Very interesting. Given enough training, would the car learn to find the apexes ...

yazr · on Oct 11, 2016

IMHO yes.

It is probably an easy local maxima with relatively fast convergence

Far harder are

a. "planning" - finding the optimal path through sequential turns

b. generalizing the learned experience to a new, unseen situation

Would love the get feedback from the author on this

sp332 · on Oct 11, 2016

No, the function rewards staying in the middle of the track.
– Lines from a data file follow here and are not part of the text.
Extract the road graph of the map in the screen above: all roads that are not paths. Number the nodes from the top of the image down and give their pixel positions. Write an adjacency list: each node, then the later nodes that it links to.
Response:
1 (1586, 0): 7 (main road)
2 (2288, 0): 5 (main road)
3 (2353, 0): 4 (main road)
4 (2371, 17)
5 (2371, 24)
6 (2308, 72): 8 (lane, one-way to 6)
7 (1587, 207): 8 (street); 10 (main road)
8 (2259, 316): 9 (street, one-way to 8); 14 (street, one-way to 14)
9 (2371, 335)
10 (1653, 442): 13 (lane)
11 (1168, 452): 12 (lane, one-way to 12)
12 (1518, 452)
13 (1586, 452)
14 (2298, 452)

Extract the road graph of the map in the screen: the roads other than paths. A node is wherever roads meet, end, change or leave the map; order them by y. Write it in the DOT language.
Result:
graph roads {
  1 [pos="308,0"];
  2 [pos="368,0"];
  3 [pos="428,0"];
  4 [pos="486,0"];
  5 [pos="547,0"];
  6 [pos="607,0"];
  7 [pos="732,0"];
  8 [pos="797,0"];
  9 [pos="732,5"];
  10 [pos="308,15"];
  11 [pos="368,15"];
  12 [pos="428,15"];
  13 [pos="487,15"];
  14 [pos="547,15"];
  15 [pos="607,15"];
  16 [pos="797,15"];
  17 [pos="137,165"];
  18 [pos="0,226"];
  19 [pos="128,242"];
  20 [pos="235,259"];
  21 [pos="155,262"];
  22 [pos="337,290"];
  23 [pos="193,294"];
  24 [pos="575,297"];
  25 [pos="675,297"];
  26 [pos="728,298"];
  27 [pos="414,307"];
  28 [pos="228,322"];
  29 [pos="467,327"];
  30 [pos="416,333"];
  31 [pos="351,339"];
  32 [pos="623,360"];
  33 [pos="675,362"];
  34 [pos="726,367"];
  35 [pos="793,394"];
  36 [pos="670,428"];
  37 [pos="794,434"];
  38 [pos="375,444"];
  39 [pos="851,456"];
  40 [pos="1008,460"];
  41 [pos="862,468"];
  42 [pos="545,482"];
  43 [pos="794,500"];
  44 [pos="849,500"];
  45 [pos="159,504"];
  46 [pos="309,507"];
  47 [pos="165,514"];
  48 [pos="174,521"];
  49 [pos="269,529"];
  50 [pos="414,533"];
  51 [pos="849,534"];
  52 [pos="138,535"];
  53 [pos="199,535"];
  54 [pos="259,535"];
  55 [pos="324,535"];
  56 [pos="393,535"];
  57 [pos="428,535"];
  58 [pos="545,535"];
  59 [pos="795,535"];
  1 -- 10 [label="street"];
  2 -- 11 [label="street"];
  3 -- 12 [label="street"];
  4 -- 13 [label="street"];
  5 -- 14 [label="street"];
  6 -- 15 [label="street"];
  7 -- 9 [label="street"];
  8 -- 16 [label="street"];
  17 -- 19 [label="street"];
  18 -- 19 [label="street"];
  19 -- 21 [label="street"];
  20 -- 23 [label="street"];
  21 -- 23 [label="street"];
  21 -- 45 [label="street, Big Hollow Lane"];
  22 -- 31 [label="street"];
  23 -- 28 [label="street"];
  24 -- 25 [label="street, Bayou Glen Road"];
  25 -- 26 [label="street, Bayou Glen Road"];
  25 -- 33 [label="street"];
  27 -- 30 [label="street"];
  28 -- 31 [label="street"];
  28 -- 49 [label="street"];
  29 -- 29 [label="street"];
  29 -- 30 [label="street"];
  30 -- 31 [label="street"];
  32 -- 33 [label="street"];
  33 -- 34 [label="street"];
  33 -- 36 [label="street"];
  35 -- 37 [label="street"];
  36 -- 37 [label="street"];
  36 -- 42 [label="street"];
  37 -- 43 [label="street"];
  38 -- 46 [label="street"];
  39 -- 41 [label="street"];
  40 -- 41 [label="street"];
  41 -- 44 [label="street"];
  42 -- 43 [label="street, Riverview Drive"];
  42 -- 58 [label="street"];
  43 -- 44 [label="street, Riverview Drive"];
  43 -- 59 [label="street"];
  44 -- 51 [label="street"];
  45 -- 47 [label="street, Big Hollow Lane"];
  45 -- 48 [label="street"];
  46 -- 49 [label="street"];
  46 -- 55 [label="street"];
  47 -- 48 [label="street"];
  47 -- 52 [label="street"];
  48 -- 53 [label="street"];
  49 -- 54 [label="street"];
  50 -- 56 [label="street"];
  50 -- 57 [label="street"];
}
yanpanlau · on Oct 11, 2016

Staying in the middle of the track is not a necessary requirement in the reward function. The reason I include it is to speed up the learning time in the beginning. You can remove it once you learn a reasonable policy and see it the agent can find the optimal apex path. I will do a test tonight.

Just like in human world : You first learn how to drive before you learn how to drift the car.

yazr · on Oct 13, 2016

Can you please explain you are learning a SPECIFIC track or a random one ?

How would the existing agent fare on a brand new track ?

yanpanlau · on Oct 16, 2016

Hi~I used Aalborg track as my training dataset and I used Alpine1 track as my validation dataset. The Alpine1 track is 3 times longer than Aalborg. As you can see on the video, the agent can drive reasonably OK on the validation dataset.

bluetwo · on Oct 14, 2016

Any news on the test? I'm curious.

yanpanlau · on Oct 25, 2016

Please find the result below. I modified the reward function such that staying in the middle of the track is no longer required.

https://youtu.be/Tb5gASEJIRM

yanpanlau · on Oct 16, 2016

Hi Bluetwo, I am currently travelling to the San Francisco right now. Can you send me a e-mail yanpan@gmail.com so I can contact you and e-mail you the result directly when I back to Hong Kong?